Problem to solve: For every line in the data below that contains "Lotus", copy the line.

++++++

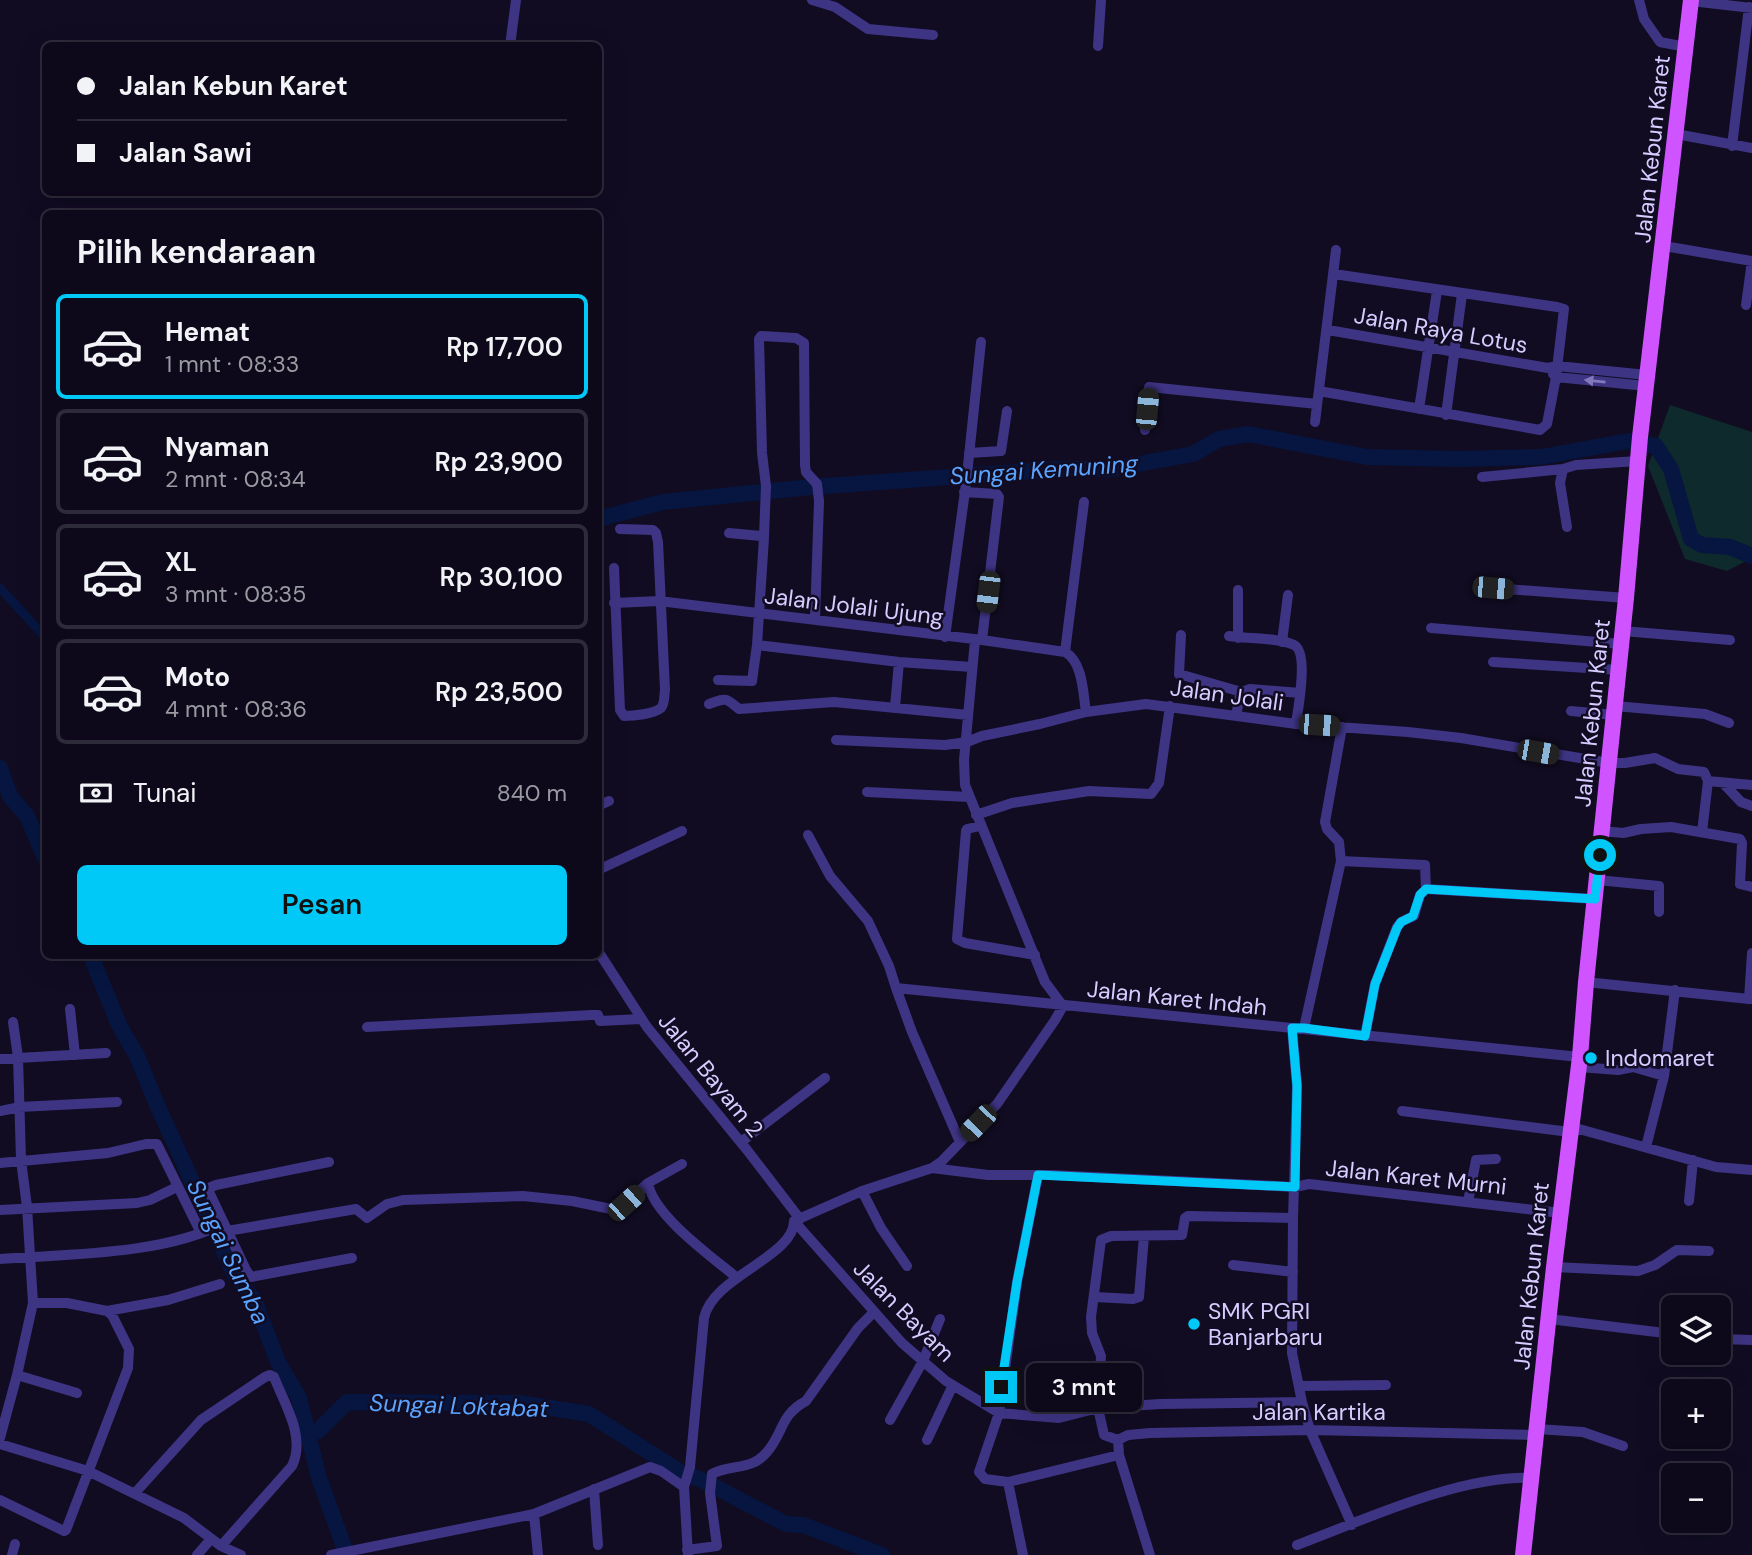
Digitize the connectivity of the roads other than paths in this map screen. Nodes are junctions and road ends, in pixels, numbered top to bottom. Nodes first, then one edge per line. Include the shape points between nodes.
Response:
1 (516, 0) edge
2 (812, 0) edge
3 (1101, 0) edge
4 (1639, 0) edge
5 (1691, 1) edge
6 (1750, 8) edge
7 (933, 35) dead end
8 (511, 42) edge
9 (1098, 46) dead end
10 (1686, 47) junction
11 (1676, 134) junction
12 (1732, 146) junction
13 (1752, 148) edge
14 (1664, 246) junction
15 (1336, 250) dead end
16 (1752, 261) edge
17 (1334, 274) junction
18 (1437, 291) junction
19 (1462, 294) junction
20 (1746, 305) dead end
21 (1328, 330) junction
22 (981, 342) dead end
23 (1429, 349) junction
24 (1455, 354) junction
25 (1553, 367) junction
26 (1556, 377) junction
27 (1647, 381) junction
28 (1318, 391) junction
29 (1317, 404) junction
30 (1419, 409) junction
31 (1007, 411) dead end
32 (1446, 415) junction
33 (1315, 422) dead end
34 (1145, 430) dead end
35 (1639, 450) junction
36 (969, 453) junction
37 (1563, 469) junction
38 (1482, 477) dead end
39 (965, 488) junction
40 (1084, 502) dead end
41 (1567, 527) dead end
42 (621, 529) dead end
43 (729, 533) dead end
44 (764, 537) junction
45 (614, 568) dead end
46 (1493, 588) dead end
47 (1238, 590) dead end
48 (1288, 595) dead end
49 (1626, 598) junction
50 (659, 601) junction
51 (614, 603) junction
52 (758, 614) junction
53 (815, 620) junction
54 (1431, 628) dead end
55 (1181, 635) dead end
56 (944, 637) junction
57 (1622, 638) junction
58 (978, 640) junction
59 (1730, 640) dead end
60 (1282, 642) junction
61 (757, 645) junction
62 (1065, 652) junction
63 (899, 662) junction
64 (1493, 662) dead end
65 (972, 667) junction
66 (1619, 670) junction
67 (718, 680) dead end
68 (1240, 692) junction
69 (1300, 693) junction
70 (709, 704) dead end
71 (1170, 706) junction
72 (895, 707) junction
73 (1571, 711) dead end
74 (1615, 711) junction
75 (1086, 712) junction
76 (968, 715) junction
77 (1236, 716) junction
78 (1729, 723) dead end
79 (1296, 724) junction
80 (1342, 727) junction
81 (836, 740) dead end
82 (967, 742) junction
83 (1609, 763) junction
84 (1708, 781) junction
85 (1723, 783) junction
86 (1752, 785) edge
87 (866, 792) dead end
88 (969, 797) junction
89 (609, 801) dead end
90 (602, 804) edge
91 (1752, 806) edge
92 (976, 815) junction
93 (981, 826) junction
94 (682, 831) dead end
95 (1602, 831) junction
96 (1702, 832) junction
97 (808, 835) dead end
98 (1341, 860) junction
99 (602, 868) edge
100 (1597, 880) junction
101 (1752, 887) edge
102 (1426, 889) junction
103 (1595, 899) junction
104 (1659, 912) dead end
105 (1752, 953) edge
106 (1034, 955) junction
107 (602, 957) edge
108 (1586, 982) junction
109 (896, 988) junction
110 (1675, 990) junction
111 (1750, 999) edge
112 (1063, 1006) junction
113 (71, 1009) dead end
114 (641, 1019) junction
115 (13, 1022) dead end
116 (367, 1027) dead end
117 (1292, 1028) junction
118 (1304, 1028) junction
119 (1365, 1036) junction
120 (106, 1053) dead end
121 (75, 1055) junction
122 (18, 1057) junction
123 (0, 1059) edge
124 (1579, 1062) junction
125 (1664, 1076) junction
126 (825, 1078) dead end
127 (117, 1101) dead end
128 (20, 1107) junction
129 (0, 1111) edge
130 (1402, 1111) dead end
131 (1570, 1132) junction
132 (741, 1142) junction
133 (960, 1142) junction
134 (1646, 1147) junction
135 (1496, 1159) dead end
136 (21, 1160) junction
137 (1692, 1160) junction
138 (329, 1161) dead end
139 (0, 1163) edge
140 (682, 1164) dead end
141 (932, 1168) junction
142 (1752, 1170) edge
143 (1038, 1175) junction
144 (648, 1183) junction
145 (177, 1187) junction
146 (1295, 1187) junction
147 (862, 1191) junction
148 (1689, 1201) dead end
149 (1468, 1202) junction
150 (27, 1207) junction
151 (0, 1210) edge
152 (1560, 1213) junction
153 (1293, 1218) junction
154 (797, 1220) junction
155 (224, 1226) junction
156 (204, 1232) junction
157 (1144, 1236) junction
158 (1709, 1251) dead end
159 (29, 1257) junction
160 (352, 1258) dead end
161 (0, 1259) edge
162 (1233, 1265) dead end
163 (907, 1266) dead end
164 (1554, 1267) junction
165 (1293, 1272) junction
166 (736, 1277) junction
167 (220, 1284) dead end
168 (1095, 1297) junction
169 (33, 1303) junction
170 (107, 1311) junction
171 (873, 1313) junction
172 (940, 1319) dead end
173 (1549, 1319) junction
174 (1661, 1333) edge
175 (1731, 1339) edge
176 (1752, 1340) edge
177 (923, 1361) junction
178 (17, 1375) junction
179 (953, 1385) junction
180 (1386, 1385) dead end
181 (1299, 1386) junction
182 (77, 1393) dead end
183 (1302, 1402) junction
184 (1098, 1408) junction
185 (999, 1413) junction
186 (890, 1420) dead end
187 (1310, 1430) junction
188 (1537, 1432) junction
189 (0, 1438) edge
190 (927, 1440) dead end
191 (1118, 1440) junction
192 (0, 1444) edge
193 (1623, 1447) dead end
194 (1119, 1455) junction
195 (88, 1471) junction
196 (1532, 1478) junction
197 (1008, 1482) junction
198 (685, 1485) junction
199 (594, 1489) junction
200 (135, 1493) junction
201 (0, 1500) edge
202 (534, 1514) junction
203 (1352, 1525) junction
204 (211, 1539) junction
205 (15, 1544) dead end
206 (598, 1545) dead end
207 (1297, 1545) dead end
208 (221, 1546) junction
209 (341, 1552) edge
210 (687, 1552) edge
211 (12, 1555) edge
212 (197, 1555) edge
213 (241, 1555) edge
214 (538, 1555) edge
215 (1023, 1555) edge
216 (1150, 1555) edge
217 (1524, 1555) edge

1 - 8 street
2 - 7 street via 835,7 868,29
3 - 9 street
4 - 10 street via 1644,19 1660,42
5 - 6 street
5 - 10 main road, Jalan Kebun Karet
6 - 12 street
10 - 11 main road, Jalan Kebun Karet
11 - 12 street
11 - 14 main road, Jalan Kebun Karet
12 - 13 street
14 - 16 street
14 - 27 main road, Jalan Kebun Karet
15 - 17 street
16 - 20 street
17 - 18 street
17 - 21 street
18 - 19 street
18 - 23 street
19 - 24 street
19 - 25 street via 1564,309
21 - 23 street, Jalan Raya Lotus
21 - 28 street
22 - 36 street
23 - 24 street, Jalan Raya Lotus
23 - 30 street
24 - 25 street, Jalan Raya Lotus
24 - 32 street
25 - 26 street
25 - 27 street, Jalan Raya Lotus
27 -> 26 street
26 - 32 street via 1547,424 1540,430
27 - 35 main road, Jalan Kebun Karet
28 - 29 street
28 - 30 street
29 - 33 street
29 - 34 street via 1149,387
30 - 32 street
31 - 36 street via 1001,451
35 - 37 street
35 - 49 main road, Jalan Kebun Karet
36 - 39 street
37 - 38 street
37 - 41 street via 1560,483
39 - 56 street
39 - 58 street via 999,497
40 - 62 street
42 - 50 street via 656,533
43 - 44 street
44 - 52 street
44 - 53 street via 759,339 796,338 804,343 805,465 817,484 819,500
45 - 51 street
46 - 49 street
47 - 60 street via 1233,637
48 - 60 street
49 - 57 main road, Jalan Kebun Karet
50 - 51 street, Jalan Jolali Ujung
50 - 51 street via 663,706 624,716
50 - 52 street, Jalan Jolali Ujung
52 - 53 street, Jalan Jolali Ujung
52 - 61 street
53 - 56 street, Jalan Jolali Ujung
54 - 57 street
55 - 68 street via 1179,674
56 - 58 street, Jalan Jolali Ujung
57 - 59 street
57 - 66 main road, Jalan Kebun Karet
58 - 62 street, Jalan Jolali Ujung
58 - 65 street
60 - 69 street via 1298,649
61 - 63 street
61 - 67 street via 752,681
62 - 75 street via 1075,661
63 - 65 street
63 - 72 street
64 - 66 street
65 - 76 street
66 - 74 main road, Jalan Kebun Karet
68 - 69 street
68 - 77 street
69 - 79 street
70 - 72 street via 725,699 739,709 834,702
71 - 75 street, Jalan Jolali via 1146,704
71 - 77 street, Jalan Jolali
71 - 92 street via 1159,783 1150,794 1089,791 1012,803
72 - 76 street
73 - 74 street
74 - 78 street via 1705,714
74 - 83 main road, Jalan Kebun Karet
75 - 82 street, Jalan Jolali
76 - 82 street
77 - 79 street, Jalan Jolali
79 - 80 street, Jalan Jolali
80 - 83 street, Jalan Jolali via 1461,738
80 - 98 street via 1325,822 1339,842
81 - 82 street, Jalan Jolali
82 - 88 street via 963,772
83 - 84 street, Jalan Jolali via 1655,758 1678,769 1704,772
83 - 95 main road, Jalan Kebun Karet
84 - 85 street
84 - 96 street
85 - 86 street
85 - 91 street via 1741,802
87 - 88 street
88 - 92 street
89 - 90 street
92 - 93 street
93 - 106 street
93 - 106 street via 966,831 957,939
94 - 99 street
95 - 96 street via 1626,833 1663,827
95 - 100 main road, Jalan Kebun Karet
96 - 101 street via 1740,838 1740,884
97 - 109 street via 830,876 868,922
98 - 102 street via 1425,865
98 - 118 street
100 - 103 main road, Jalan Kebun Karet
100 - 104 street via 1660,886
102 - 103 street
102 - 119 street via 1413,916 1397,928 1375,984
103 - 108 main road, Jalan Kebun Karet
105 - 111 street
106 - 112 street via 1045,982
107 - 114 street, Jalan Bayam 2
108 - 110 street
108 - 124 main road, Jalan Kebun Karet
109 - 112 street, Jalan Karet Indah
109 - 133 street
110 - 111 street
110 - 125 street
112 - 117 street, Jalan Karet Indah
112 - 133 street via 997,1104
113 - 121 street
114 - 116 street via 600,1021 598,1015 592,1015
114 - 132 street, Jalan Bayam 2
115 - 122 street
117 - 118 street, Jalan Karet Indah
117 - 146 street via 1297,1086
118 - 119 street, Jalan Karet Indah
119 - 124 street, Jalan Karet Indah
120 - 121 street
121 - 122 street
122 - 123 street
122 - 128 street
124 - 125 street, Jalan Karet Indah via 1618,1070 1633,1067
124 - 131 main road, Jalan Kebun Karet
125 - 134 street
126 - 132 street
127 - 128 street
128 - 129 street
128 - 136 street
130 - 131 street
131 - 134 street via 1579,1129
131 - 152 main road, Jalan Kebun Karet
132 - 154 street, Jalan Bayam 2
133 - 141 street
134 - 137 street
135 - 149 street via 1476,1160
136 - 139 street
136 - 145 street via 157,1144
136 - 150 street
137 - 142 street via 1722,1169
137 - 148 street
138 - 155 street via 211,1187
140 - 144 street
141 - 143 street, Jalan Karet Murni
141 - 147 street
143 - 146 street, Jalan Karet Murni
143 - 185 street
144 - 155 street via 620,1208 611,1209 523,1196 403,1200 387,1204 367,1218 356,1209
144 - 166 street via 666,1214
145 - 150 street via 137,1203
145 - 156 street
146 - 149 street, Jalan Karet Murni via 1309,1184
146 - 153 street
147 - 154 street
147 - 163 street
149 - 152 street, Jalan Karet Murni
150 - 151 street
150 - 159 street
152 - 164 main road, Jalan Kebun Karet
153 - 157 street via 1188,1216 1182,1235
153 - 165 street
154 - 166 street via 783,1243
154 - 171 street, Jalan Bayam
155 - 156 street
155 - 160 street via 251,1277
156 - 159 street via 104,1253
157 - 168 street via 1104,1237
157 - 168 street via 1139,1297
158 - 164 street via 1676,1250 1638,1271
159 - 161 street
159 - 169 street
162 - 165 street
164 - 173 main road, Jalan Kebun Karet
165 - 181 street via 1292,1353
166 - 198 street via 706,1308
167 - 170 street
168 - 184 street via 1091,1317 1101,1356
169 - 170 street via 67,1303
169 - 178 street
170 - 195 street via 125,1338 130,1357
171 - 177 street, Jalan Bayam
171 - 210 street via 806,1401 787,1415 767,1453 751,1465 712,1474 717,1546
172 - 177 street
173 - 174 street
173 - 188 main road, Jalan Kebun Karet
175 - 176 street
177 - 179 street, Jalan Bayam
177 - 186 street
178 - 182 street
178 - 189 street
179 - 185 street, Jalan Bayam
179 - 190 street
180 - 181 street
181 - 183 street
183 - 184 street
183 - 187 street
184 - 185 street via 1059,1418
184 - 191 street via 1104,1435
185 - 197 street via 979,1472 985,1479
187 - 188 street, Jalan Kartika
187 - 191 street, Jalan Kartika via 1150,1433
187 - 203 street
188 - 193 street, Jalan Kartika via 1583,1432
188 - 196 main road, Jalan Kebun Karet
191 - 194 street
192 - 195 street
194 - 197 street
194 - 216 street
195 - 200 street
195 - 201 street via 65,1531
196 - 203 street via 1503,1478 1453,1490
196 - 217 main road, Jalan Kebun Karet
197 - 215 street
198 - 199 street via 650,1467
198 - 210 street
199 - 202 street
199 - 206 street
200 - 204 street via 184,1518
200 - 208 street via 208,1413 265,1377 274,1377 298,1437 298,1455
202 - 209 street
202 - 214 street
203 - 207 street
204 - 208 street
204 - 212 street
205 - 211 street
208 - 213 street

++++++

Solution to the exercise:
21 - 23 street, Jalan Raya Lotus
23 - 24 street, Jalan Raya Lotus
24 - 25 street, Jalan Raya Lotus
25 - 27 street, Jalan Raya Lotus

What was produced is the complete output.